At the end of October, Cathay Pacific Airways Limited, the flag carrier of Hong Kong, announced that had suffered a major data breach affecting up to 9.4 million passengers.
Exposed data includes passport numbers, identity card numbers, email addresses, and credit card details were accessed, information exposed varies for each affected passenger.
The IT staff at Cathay discovered an unauthorized access of systems containing the passenger data of up 9.4 million people. Hackers also accessed 403 expired credit card numbers and twenty-seven credit card numbers with no CVV were accessed.
Cathay Pacific notified the incident to local police and legislators, it also set up a website for customers want to know if their personal data may have been exposed.
Now Cathay Pacific has admitted that it was under attack for three months and it took six months to disclose the data breach.
In the official statement released by the airline, the company declared it had detected “suspicious activity” earlier March 2018.
A written submission by Cathay Pacific Airways Limited to Hong Kong’s Legco reveals the company confirmed to be aware that in March it was under a full-scale attack on its servers. The attacks continued during the investigation, for three months the company was under siege.
“During this phase of the investigation, Cathay was subject to further attacks which were at their most intense in March, April and May but continued thereafter. These ongoing attacks meant that internal and external IT security resources had to remain focused on containment and prevention. “reads the written submission.
“Remediation activities began as part of this effort and continued throughout. Even as the number of successful attacks diminished, we remained concerned that new attacks could be mounted.”
Of course, experts have challenged the company to have kept the security breach hidden for six long months exposing its customers to further risks depending on the nature of the data exposed.

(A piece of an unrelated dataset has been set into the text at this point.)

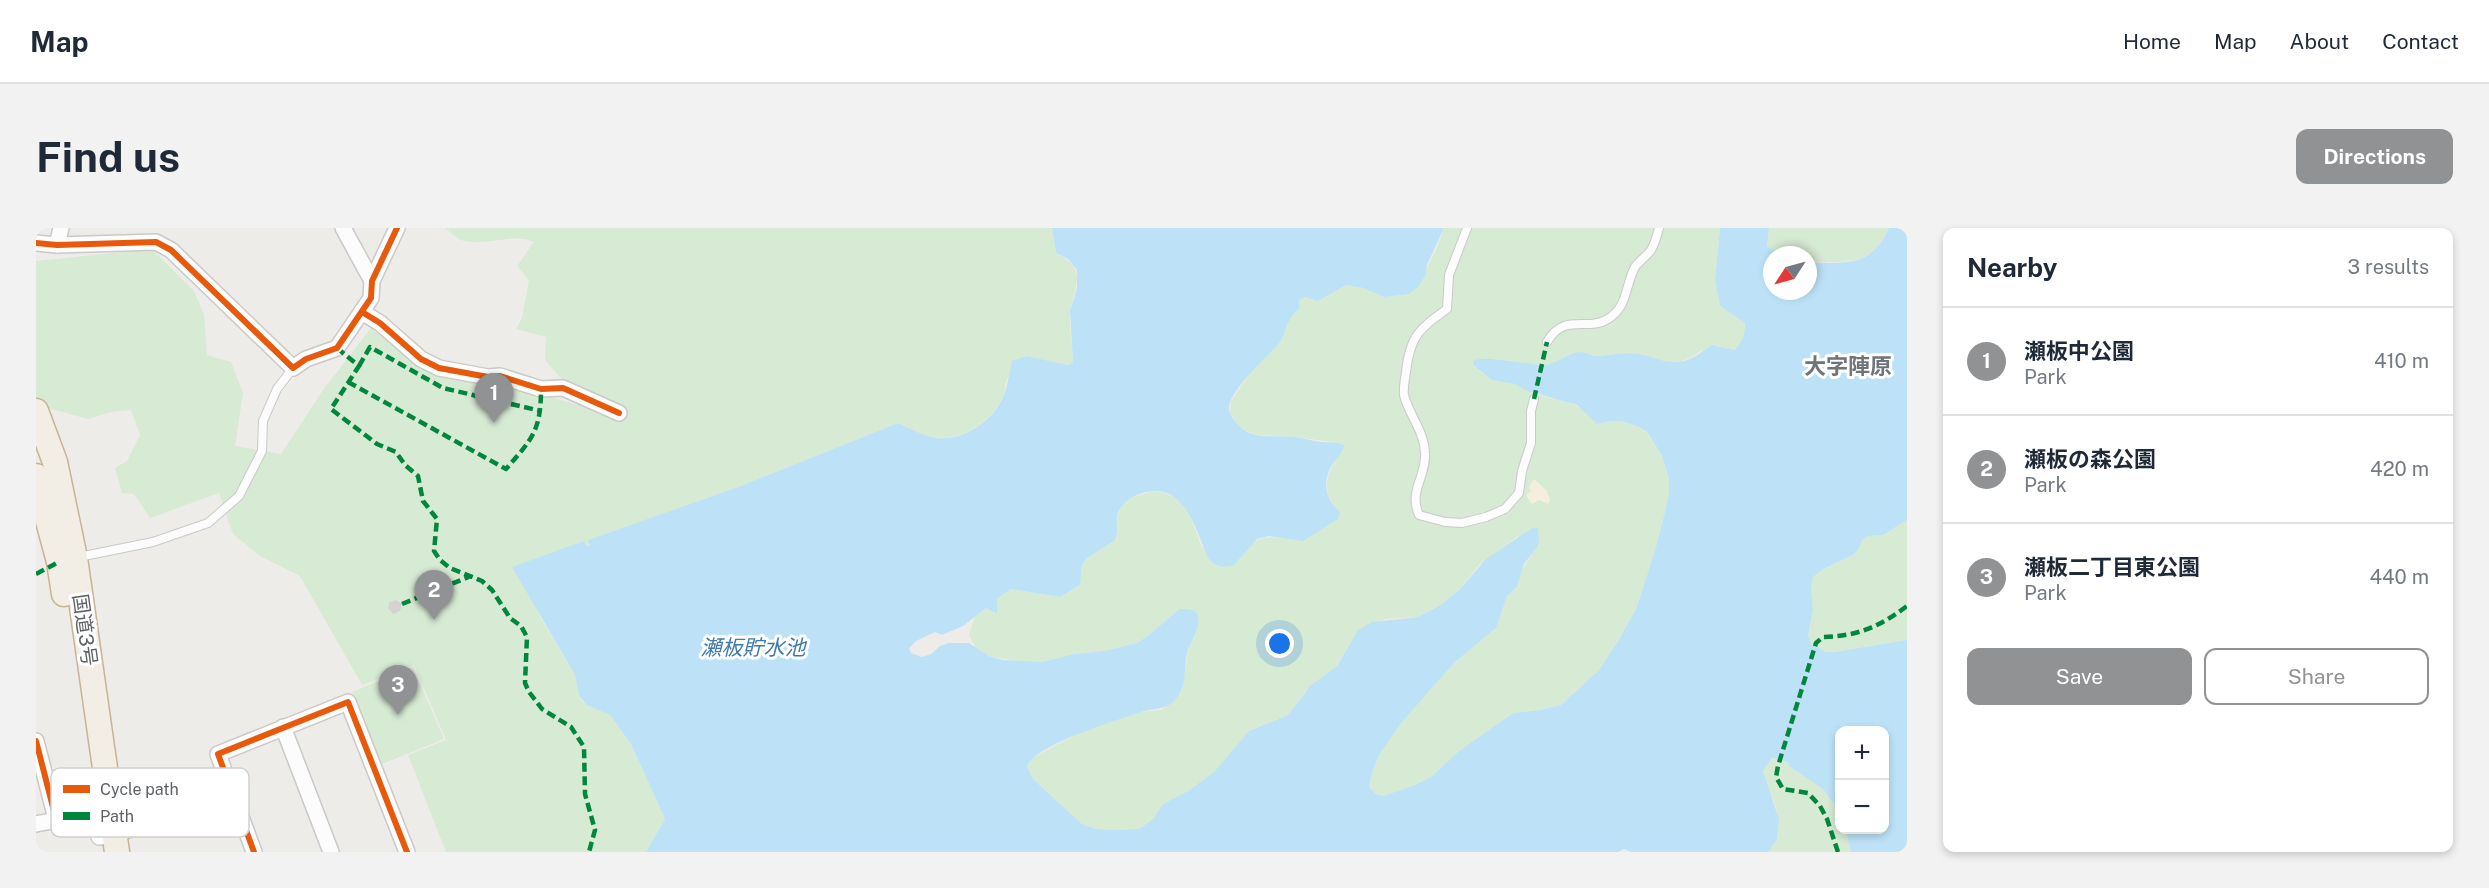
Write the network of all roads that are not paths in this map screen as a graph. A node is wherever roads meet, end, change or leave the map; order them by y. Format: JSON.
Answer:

“During the second phase[confirming on which data had been accessed], the two big issues were: which passenger data had been accessed or exfiltrated and, since the affected databases were only partially accessed, whether the data in question could be reconstructed outside Cathay’s IT systems in a readable format useable to the attacker(s).” continues the submission.
“Conclusions on these issues proved difficult and time-consuming and were only reached in mid-August.”
The company explained that it spent a lot of time to reconstruct for every single user which data was accessed.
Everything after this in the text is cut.